ACTION ITEM: Ignoring the images, restate the records below word for word.

INPUT:
----------------
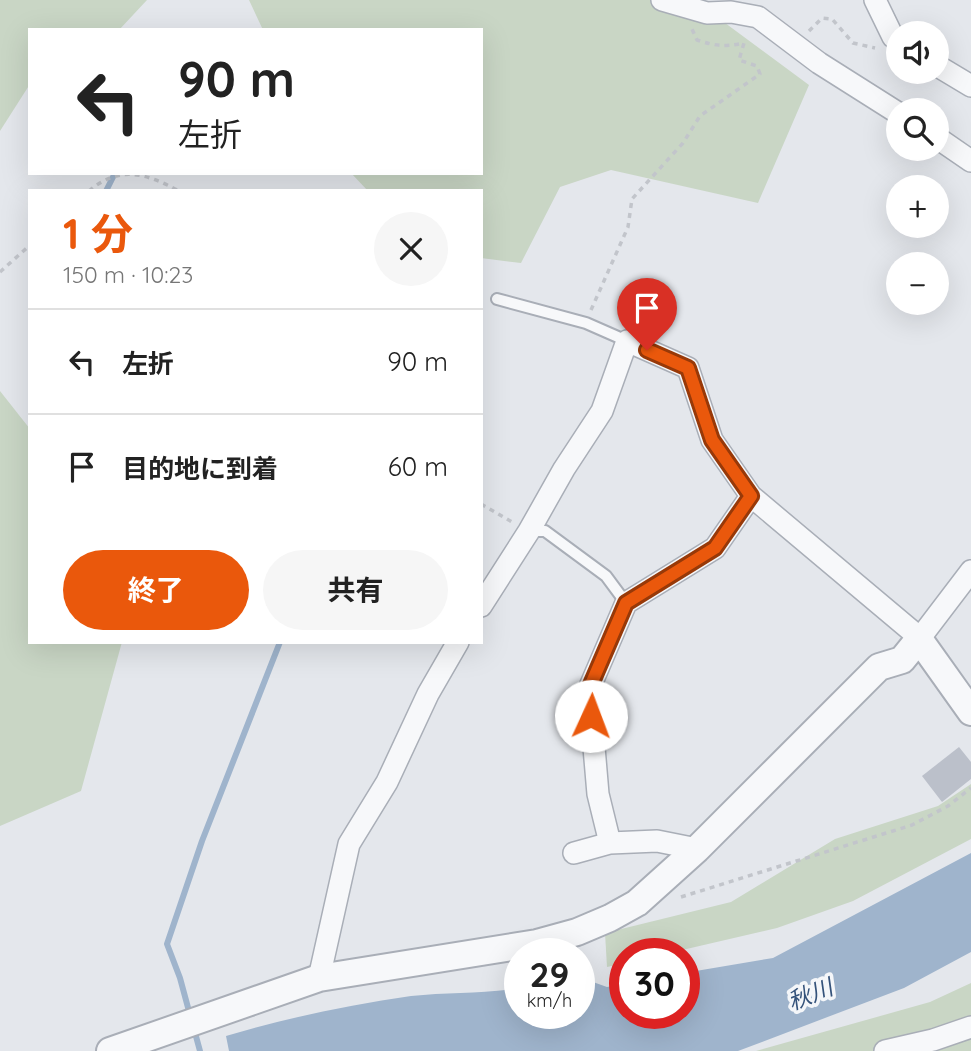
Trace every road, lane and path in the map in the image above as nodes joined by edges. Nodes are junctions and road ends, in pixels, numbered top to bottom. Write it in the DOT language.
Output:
graph roads {
  1 [pos="662,0"];
  2 [pos="880,2"];
  3 [pos="707,13"];
  4 [pos="888,21"];
  5 [pos="795,44"];
  6 [pos="886,46"];
  7 [pos="949,73"];
  8 [pos="971,86"];
  9 [pos="886,106"];
  10 [pos="949,145"];
  11 [pos="971,161"];
  12 [pos="114,175"];
  13 [pos="138,175"];
  14 [pos="91,189"];
  15 [pos="176,189"];
  16 [pos="28,247"];
  17 [pos="0,272"];
  18 [pos="497,299"];
  19 [pos="586,323"];
  20 [pos="627,341"];
  21 [pos="751,496"];
  22 [pos="483,505"];
  23 [pos="529,531"];
  24 [pos="971,571"];
  25 [pos="483,603"];
  26 [pos="626,603"];
  27 [pos="457,644"];
  28 [pos="971,712"];
  29 [pos="971,788"];
  30 [pos="610,844"];
  31 [pos="697,849"];
  32 [pos="574,853"];
  33 [pos="637,903"];
  34 [pos="319,978"];
  35 [pos="971,1027"];
  36 [pos="110,1051"];
  37 [pos="885,1051"];
  1 -- 3 [label="street"];
  2 -- 4 [label="street"];
  3 -- 5 [label="street"];
  3 -- 19 [label="path"];
  5 -- 6 [label="path"];
  5 -- 9 [label="street"];
  7 -- 8 [label="street"];
  10 -- 11 [label="street"];
  12 -- 14 [label="path"];
  13 -- 15 [label="path"];
  16 -- 17 [label="path"];
  18 -- 19 [label="lane"];
  19 -- 20 [label="lane"];
  20 -- 21 [label="street"];
  20 -- 23 [label="street"];
  21 -- 24 [label="street"];
  21 -- 26 [label="street"];
  22 -- 23 [label="path"];
  23 -- 25 [label="street"];
  23 -- 26 [label="lane"];
  26 -- 30 [label="street"];
  27 -- 34 [label="street"];
  28 -- 31 [label="street"];
  29 -- 33 [label="path"];
  30 -- 31 [label="street"];
  30 -- 32 [label="street"];
  31 -- 33 [label="street"];
  33 -- 34 [label="street"];
  34 -- 36 [label="street"];
  35 -- 37 [label="street"];
}
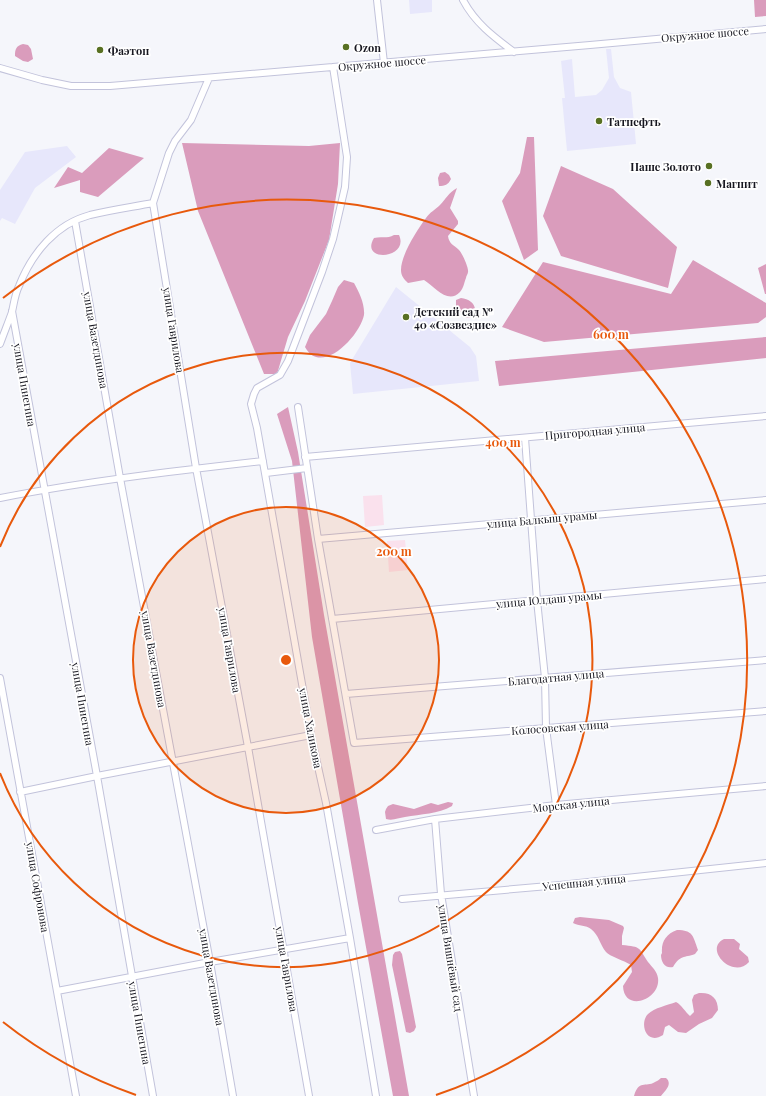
----------------
ANSWER AREA:
Trace every road, lane and path in the map in the image above as nodes joined by edges. Nodes are junctions and road ends, in pixels, numbered top to bottom. Write it in the DOT language.
Output:
graph roads {
  1 [pos="662,0"];
  2 [pos="880,2"];
  3 [pos="707,13"];
  4 [pos="888,21"];
  5 [pos="795,44"];
  6 [pos="886,46"];
  7 [pos="949,73"];
  8 [pos="971,86"];
  9 [pos="886,106"];
  10 [pos="949,145"];
  11 [pos="971,161"];
  12 [pos="114,175"];
  13 [pos="138,175"];
  14 [pos="91,189"];
  15 [pos="176,189"];
  16 [pos="28,247"];
  17 [pos="0,272"];
  18 [pos="497,299"];
  19 [pos="586,323"];
  20 [pos="627,341"];
  21 [pos="751,496"];
  22 [pos="483,505"];
  23 [pos="529,531"];
  24 [pos="971,571"];
  25 [pos="483,603"];
  26 [pos="626,603"];
  27 [pos="457,644"];
  28 [pos="971,712"];
  29 [pos="971,788"];
  30 [pos="610,844"];
  31 [pos="697,849"];
  32 [pos="574,853"];
  33 [pos="637,903"];
  34 [pos="319,978"];
  35 [pos="971,1027"];
  36 [pos="110,1051"];
  37 [pos="885,1051"];
  1 -- 3 [label="street"];
  2 -- 4 [label="street"];
  3 -- 5 [label="street"];
  3 -- 19 [label="path"];
  5 -- 6 [label="path"];
  5 -- 9 [label="street"];
  7 -- 8 [label="street"];
  10 -- 11 [label="street"];
  12 -- 14 [label="path"];
  13 -- 15 [label="path"];
  16 -- 17 [label="path"];
  18 -- 19 [label="lane"];
  19 -- 20 [label="lane"];
  20 -- 21 [label="street"];
  20 -- 23 [label="street"];
  21 -- 24 [label="street"];
  21 -- 26 [label="street"];
  22 -- 23 [label="path"];
  23 -- 25 [label="street"];
  23 -- 26 [label="lane"];
  26 -- 30 [label="street"];
  27 -- 34 [label="street"];
  28 -- 31 [label="street"];
  29 -- 33 [label="path"];
  30 -- 31 [label="street"];
  30 -- 32 [label="street"];
  31 -- 33 [label="street"];
  33 -- 34 [label="street"];
  34 -- 36 [label="street"];
  35 -- 37 [label="street"];
}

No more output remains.